Abciximab and Heparin versus Bivalirudin for Non–ST-Elevation Myocardial Infarction
Topic: Anticoagulation in acute coronary syndrome (direct thrombin inhibitors)
Aim:
- Compare combination of glycoprotein IIb/IIIa inhibitors and heparin with bivalirudin in patients with NSTEMI undergoing PCI.
Design:
- Prospective, multi-centered, double blinded, randomized clinical trial
Treatment:
- Abciximab (0.25mg/kg IV bolus followed by infusion of 0.125 ug/kg/min for 12 hours) and unfractionated heparin (70 U/kg IV bolus)
Control:
- Bivalirudin (0.75mg/kg, followed by infusion of 1.75 mg/kg/hr for duration of the procedure)
Cohort:
- 1,721 patients
Inclusion criteria:
- 19-80 years with accelerating angina or angina > 20 minutes within preceding 48 hours
- Cardiac biomarkers above the upper limit of normal
- Coronary stenosis requiring PCI
- Received 325-500 mg aspirin and 600 mg clopidogrel prior to receiving study drug
Exclusion criteria:
- STEMI or shock
- Troponin T > 0.03 or CK-MB > upper limit of normal
- Active or prior bleeding
- Creatinine clearance < 30 mL/min
- Recent anticoagulation use
- Blood pressure > 180/110
- Endocarditis, pericarditis, aortic dissection
Follow up:
- 30 days
Primary endpoint:
- Composite of death, large recurrent myocardial infarction, urgent target-vessel revascularization, or major bleeding (CNS bleed, retroperitoneal bleed, 4g decrease in Hg, transfusion of 2 or more units of blood product).
Secondary endpoint:
- Composite of death, any recurrent MI, or urgent target-vessel revascularization and a safety end point of major bleeding.
Main results:
- Mean age 67, 77% were men.
- The primary end point occurred in 94 patients (10.9%) in the abciximab group and 95 patients (11.0%) in the bivalirudin group (RR 0.99; CI 0.74-1.32; P=0.94).

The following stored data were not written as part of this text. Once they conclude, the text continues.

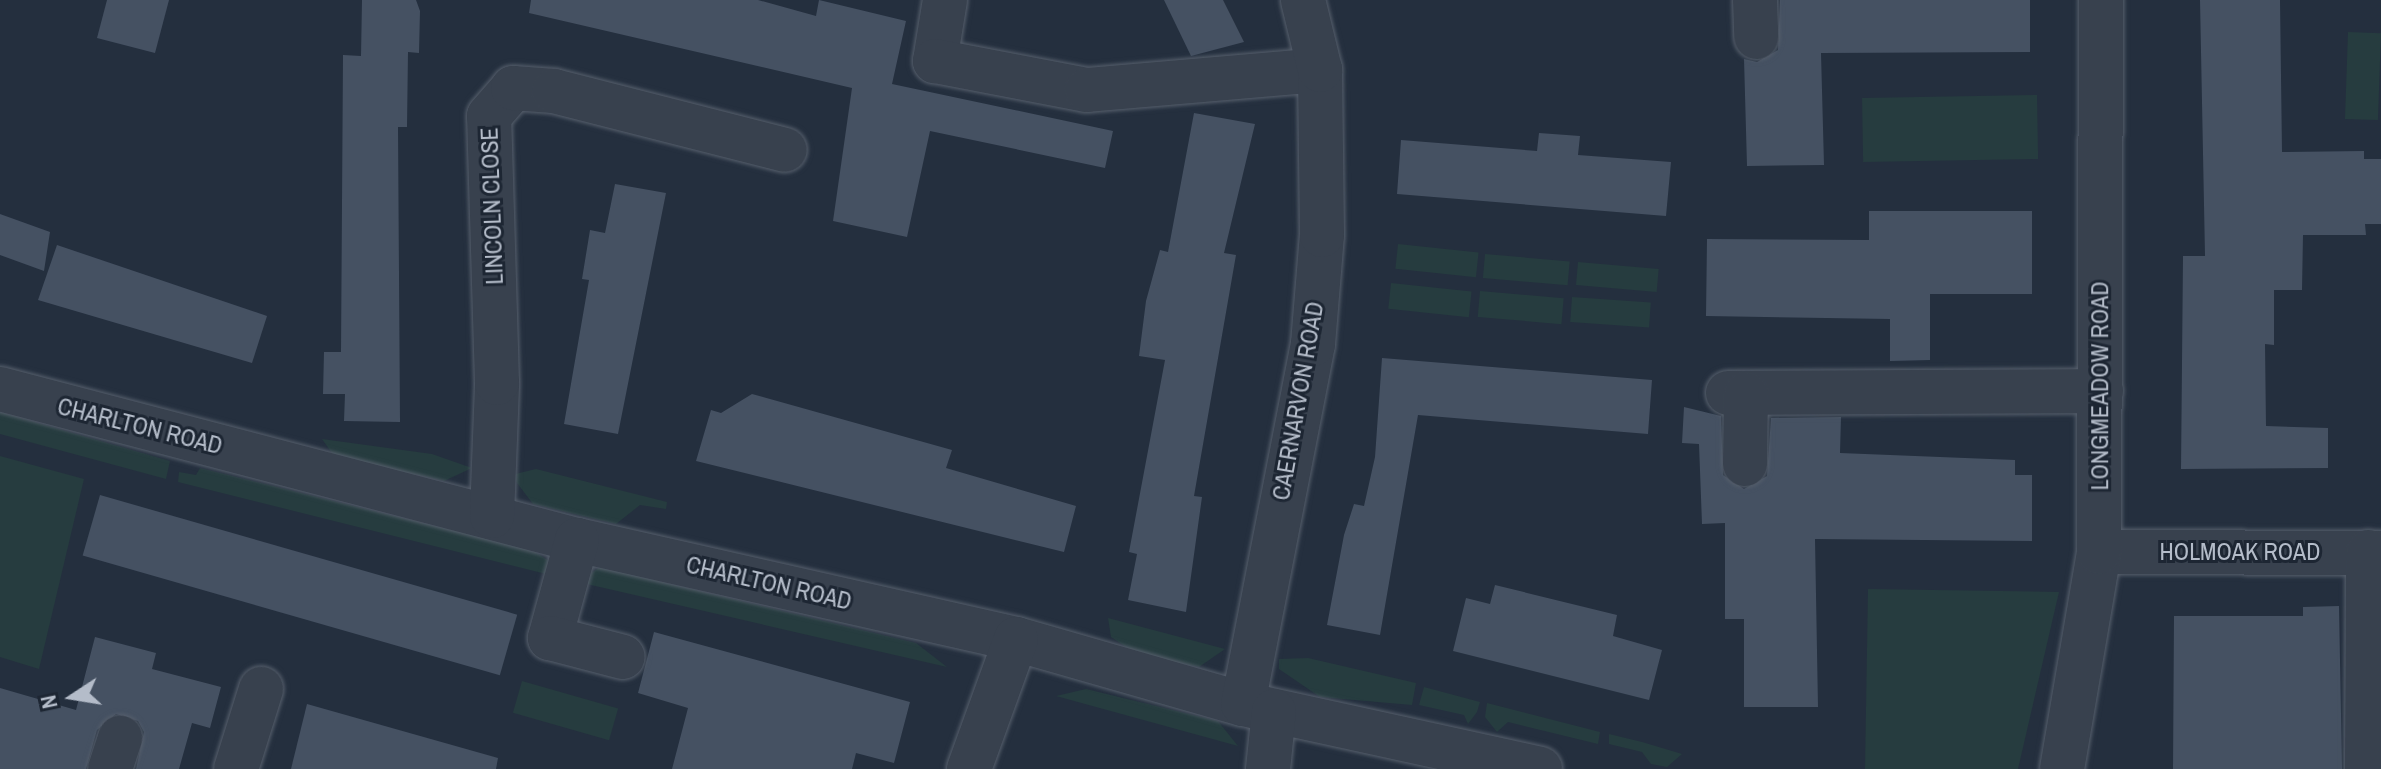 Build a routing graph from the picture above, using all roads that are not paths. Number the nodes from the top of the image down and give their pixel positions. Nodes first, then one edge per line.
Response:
1 (945, 0) edge
2 (1303, 0) edge
3 (2101, 0) edge
4 (1320, 70) junction
5 (785, 150) dead end
6 (0, 389) edge
7 (2101, 391) junction
8 (1745, 464) dead end
9 (492, 516) junction
10 (577, 540) junction
11 (2099, 552) junction
12 (2374, 552) edge
13 (1016, 639) junction
14 (623, 657) dead end
15 (261, 689) dead end
16 (1259, 708) junction
17 (236, 769) edge
18 (969, 769) edge
19 (1268, 769) edge
20 (1540, 769) edge
21 (2062, 769) edge
22 (2367, 769) edge

1 - 4 street
2 - 4 street, CAERNARVON ROAD
3 - 7 street, LONGMEADOW ROAD
4 - 16 street, CAERNARVON ROAD
5 - 9 street, LINCOLN CLOSE
6 - 9 street, CHARLTON ROAD
7 - 8 street
7 - 11 street, LONGMEADOW ROAD
9 - 10 street, CHARLTON ROAD
10 - 13 street, CHARLTON ROAD
10 - 14 street
11 - 12 street, HOLMOAK ROAD
11 - 21 street, LONGMEADOW ROAD
12 - 22 street
13 - 16 street, CHARLTON ROAD
13 - 18 street
15 - 17 street
16 - 19 street, CAERNARVON ROAD
16 - 20 street, CHARLTON ROAD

- The secondary efficacy end point occurred in 110 patients (12.8%) in the abciximab group and 115 patients (13.4%) in the bivalirudin group (RR 0.96; CI 0.74-1.25; P=0.76).
- Major bleeding occurred in 40 patients (4.6%) in the abciximab group and 22 patients (2.6%) in the bivalirudin group (RR 1.84; CI 1.10-3.07; P=0.02).
- Profound thrombocytopenia developed in 10 patients (1.2%) in the abciximab group and in none of the patients in the bivalirudin group (P=0.002).
TAKE AWAY: Abciximab with unfractionated heparin failed to reduce the rate of the primary endpoint and was associated with more bleeding and thrombocytopenia compared to bivalirudin alone in patients with NSTEMI treated with PCI.